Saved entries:

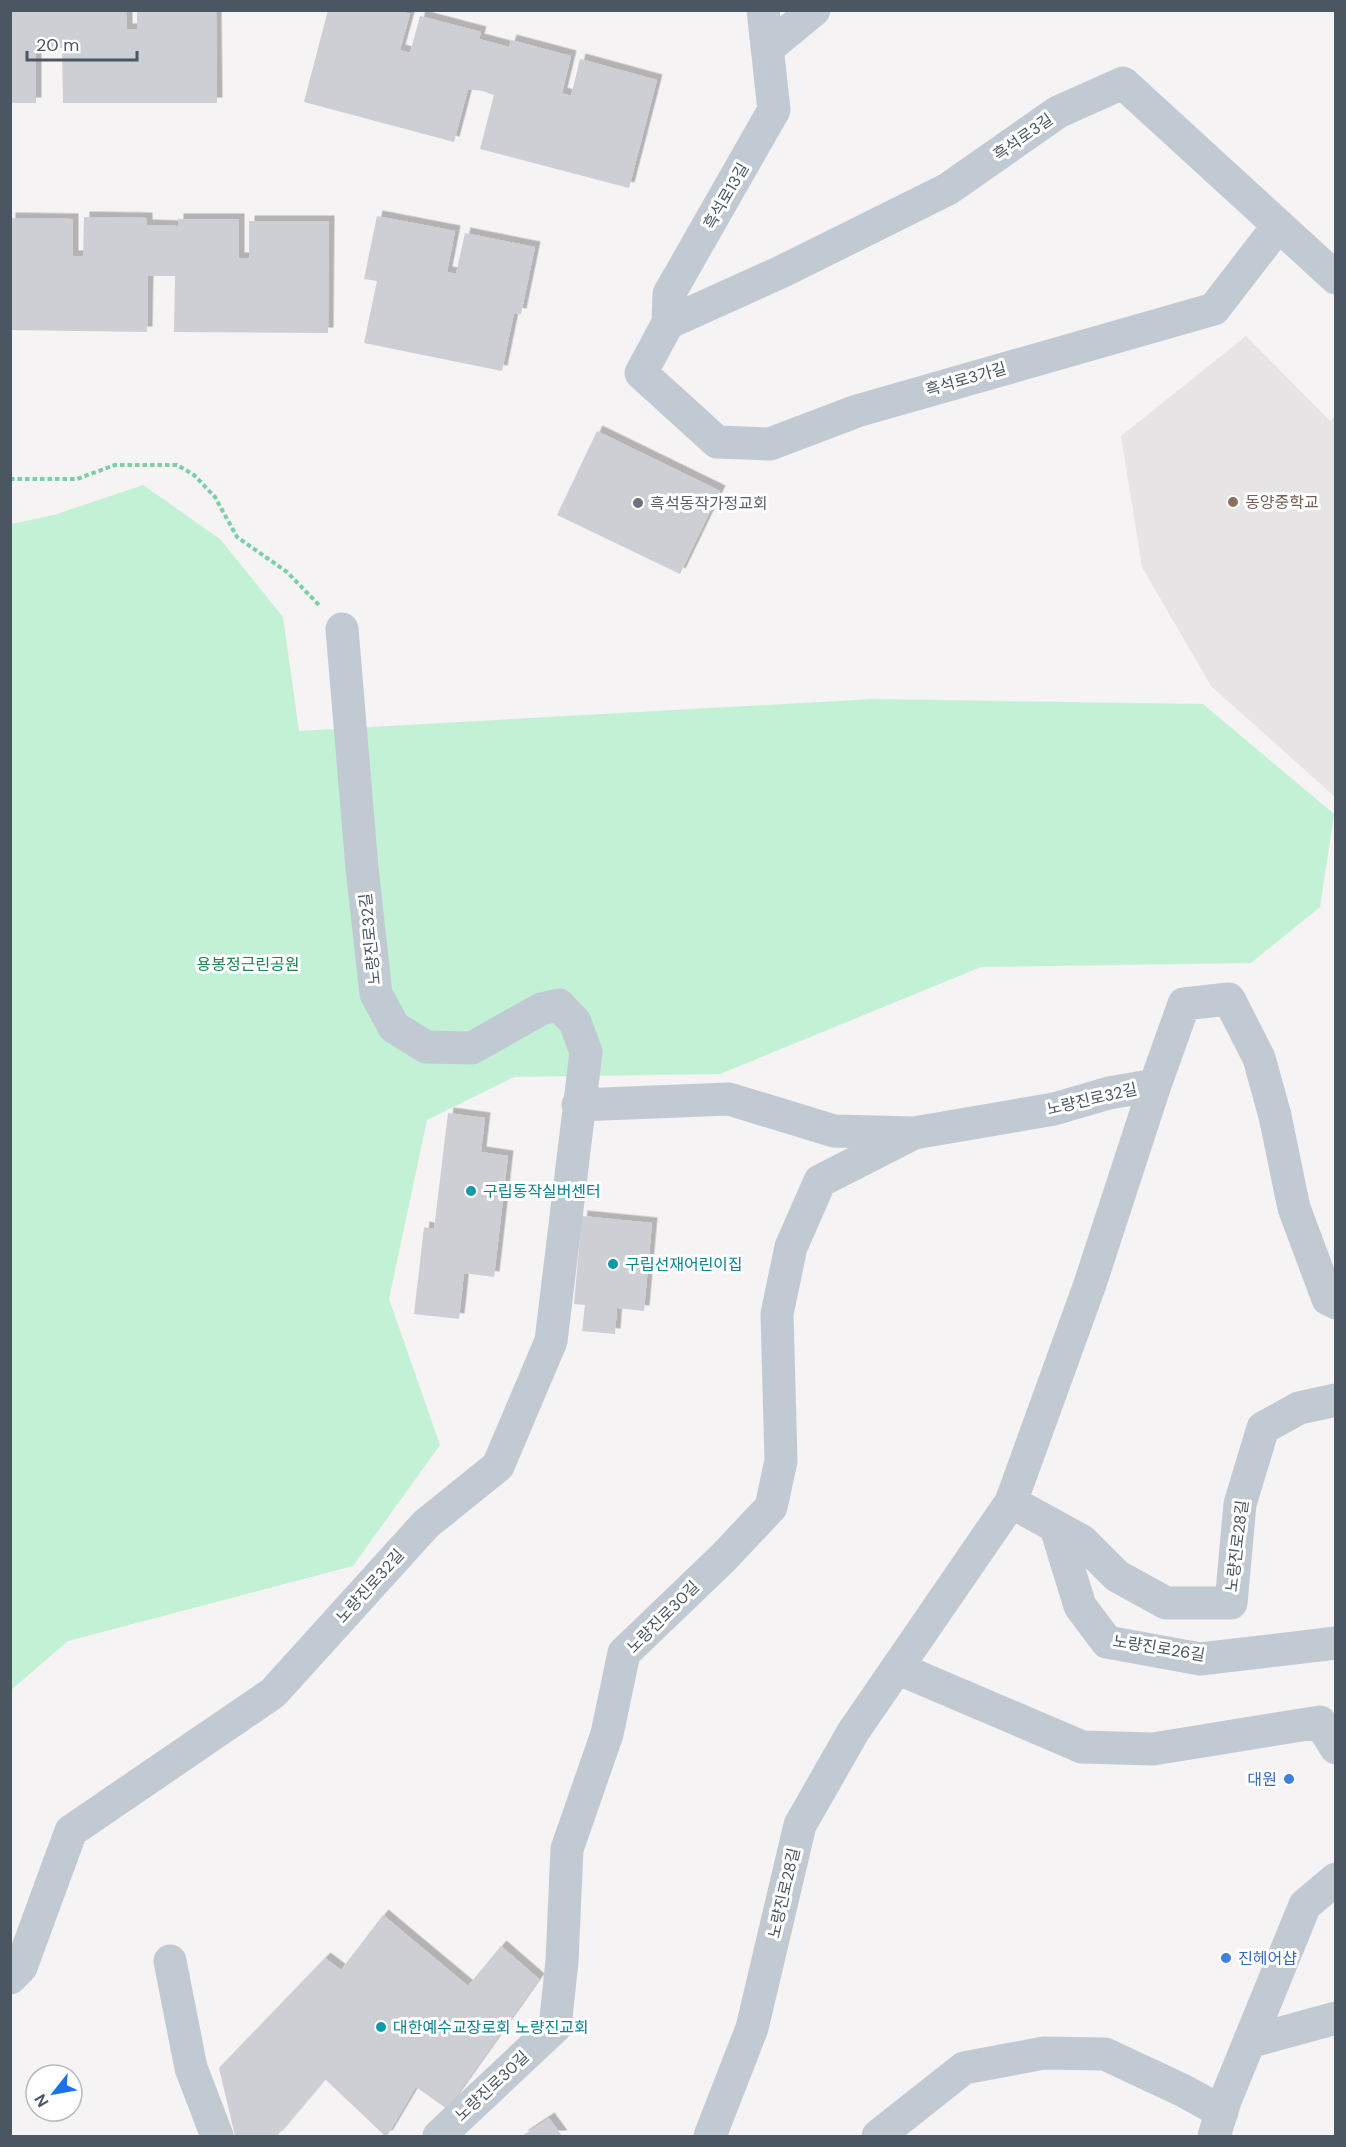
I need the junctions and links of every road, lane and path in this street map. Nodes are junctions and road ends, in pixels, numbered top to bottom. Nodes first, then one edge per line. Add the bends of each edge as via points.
1 (764, 10) edge
2 (814, 10) edge
3 (768, 48) junction
4 (1278, 226) junction
5 (1335, 278) edge
6 (668, 323) junction
7 (641, 372) joint
8 (10, 479) edge
9 (342, 629) joint
10 (1155, 1085) junction
11 (578, 1104) junction
12 (914, 1132) junction
13 (1335, 1303) edge
14 (1335, 1400) edge
15 (1011, 1502) junction
16 (1056, 1528) junction
17 (1335, 1643) edge
18 (897, 1668) junction
19 (1335, 1748) edge
20 (1335, 1879) edge
21 (170, 1961) dead end
22 (10, 1978) edge
23 (1335, 2018) edge
24 (1249, 2042) junction
25 (1218, 2124) edge
26 (217, 2136) edge
27 (439, 2136) edge
28 (710, 2136) edge
29 (878, 2136) edge

1 - 3 street, 흑석로13길
2 - 3 street
3 - 6 street, 흑석로13길 via 774,110 669,294
4 - 5 street, 흑석로3길
4 - 6 street, 흑석로3길 via 1123,83 1058,112 948,189 783,272
4 - 7 street, 흑석로3가길 via 1214,309 857,411 770,444 717,442
6 - 7 street, 흑석로13길
8 - 9 path via 77,480 115,465 177,465 194,475 215,497 237,537 287,572
9 - 11 street, 노량진로32길 via 376,994 394,1027 426,1047 472,1048 541,1009 560,1005 575,1022 586,1052
10 - 12 street, 노량진로32길 via 1054,1109
10 - 13 street, 노량진로32길 via 1184,1004 1229,999 1259,1058 1294,1208 1328,1299
10 - 15 street, 노량진로28길 via 1090,1284
11 - 12 street, 노량진로32길 via 729,1099 834,1131
11 - 22 street, 노량진로32길 via 551,1341 498,1466 426,1524 273,1693 71,1831 21,1967
12 - 27 street, 노량진로30길 via 820,1181 791,1247 777,1314 781,1461 771,1507 624,1653 607,1734 567,1849 555,2027
14 - 16 street, 노량진로28길 via 1299,1408 1263,1428 1240,1504 1231,1603 1166,1603 1117,1576 1082,1541
15 - 16 street, 노량진로28길
15 - 18 street, 노량진로28길
16 - 17 street, 노량진로26길 via 1080,1606 1107,1642 1200,1659
18 - 19 street via 1082,1748 1153,1749 1320,1722
18 - 28 street, 노량진로28길 via 853,1732 800,1825 752,2028
20 - 24 street via 1305,1905
21 - 26 street via 191,2068
23 - 24 street
24 - 25 street
25 - 29 street via 1184,2091 1105,2054 1044,2053 964,2068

Problem description
Make an exact copy of the records above, with the pictures left out.

Problem solution
I need the junctions and links of every road, lane and path in this street map. Nodes are junctions and road ends, in pixels, numbered top to bottom. Nodes first, then one edge per line. Add the bends of each edge as via points.
1 (764, 10) edge
2 (814, 10) edge
3 (768, 48) junction
4 (1278, 226) junction
5 (1335, 278) edge
6 (668, 323) junction
7 (641, 372) joint
8 (10, 479) edge
9 (342, 629) joint
10 (1155, 1085) junction
11 (578, 1104) junction
12 (914, 1132) junction
13 (1335, 1303) edge
14 (1335, 1400) edge
15 (1011, 1502) junction
16 (1056, 1528) junction
17 (1335, 1643) edge
18 (897, 1668) junction
19 (1335, 1748) edge
20 (1335, 1879) edge
21 (170, 1961) dead end
22 (10, 1978) edge
23 (1335, 2018) edge
24 (1249, 2042) junction
25 (1218, 2124) edge
26 (217, 2136) edge
27 (439, 2136) edge
28 (710, 2136) edge
29 (878, 2136) edge

1 - 3 street, 흑석로13길
2 - 3 street
3 - 6 street, 흑석로13길 via 774,110 669,294
4 - 5 street, 흑석로3길
4 - 6 street, 흑석로3길 via 1123,83 1058,112 948,189 783,272
4 - 7 street, 흑석로3가길 via 1214,309 857,411 770,444 717,442
6 - 7 street, 흑석로13길
8 - 9 path via 77,480 115,465 177,465 194,475 215,497 237,537 287,572
9 - 11 street, 노량진로32길 via 376,994 394,1027 426,1047 472,1048 541,1009 560,1005 575,1022 586,1052
10 - 12 street, 노량진로32길 via 1054,1109
10 - 13 street, 노량진로32길 via 1184,1004 1229,999 1259,1058 1294,1208 1328,1299
10 - 15 street, 노량진로28길 via 1090,1284
11 - 12 street, 노량진로32길 via 729,1099 834,1131
11 - 22 street, 노량진로32길 via 551,1341 498,1466 426,1524 273,1693 71,1831 21,1967
12 - 27 street, 노량진로30길 via 820,1181 791,1247 777,1314 781,1461 771,1507 624,1653 607,1734 567,1849 555,2027
14 - 16 street, 노량진로28길 via 1299,1408 1263,1428 1240,1504 1231,1603 1166,1603 1117,1576 1082,1541
15 - 16 street, 노량진로28길
15 - 18 street, 노량진로28길
16 - 17 street, 노량진로26길 via 1080,1606 1107,1642 1200,1659
18 - 19 street via 1082,1748 1153,1749 1320,1722
18 - 28 street, 노량진로28길 via 853,1732 800,1825 752,2028
20 - 24 street via 1305,1905
21 - 26 street via 191,2068
23 - 24 street
24 - 25 street
25 - 29 street via 1184,2091 1105,2054 1044,2053 964,2068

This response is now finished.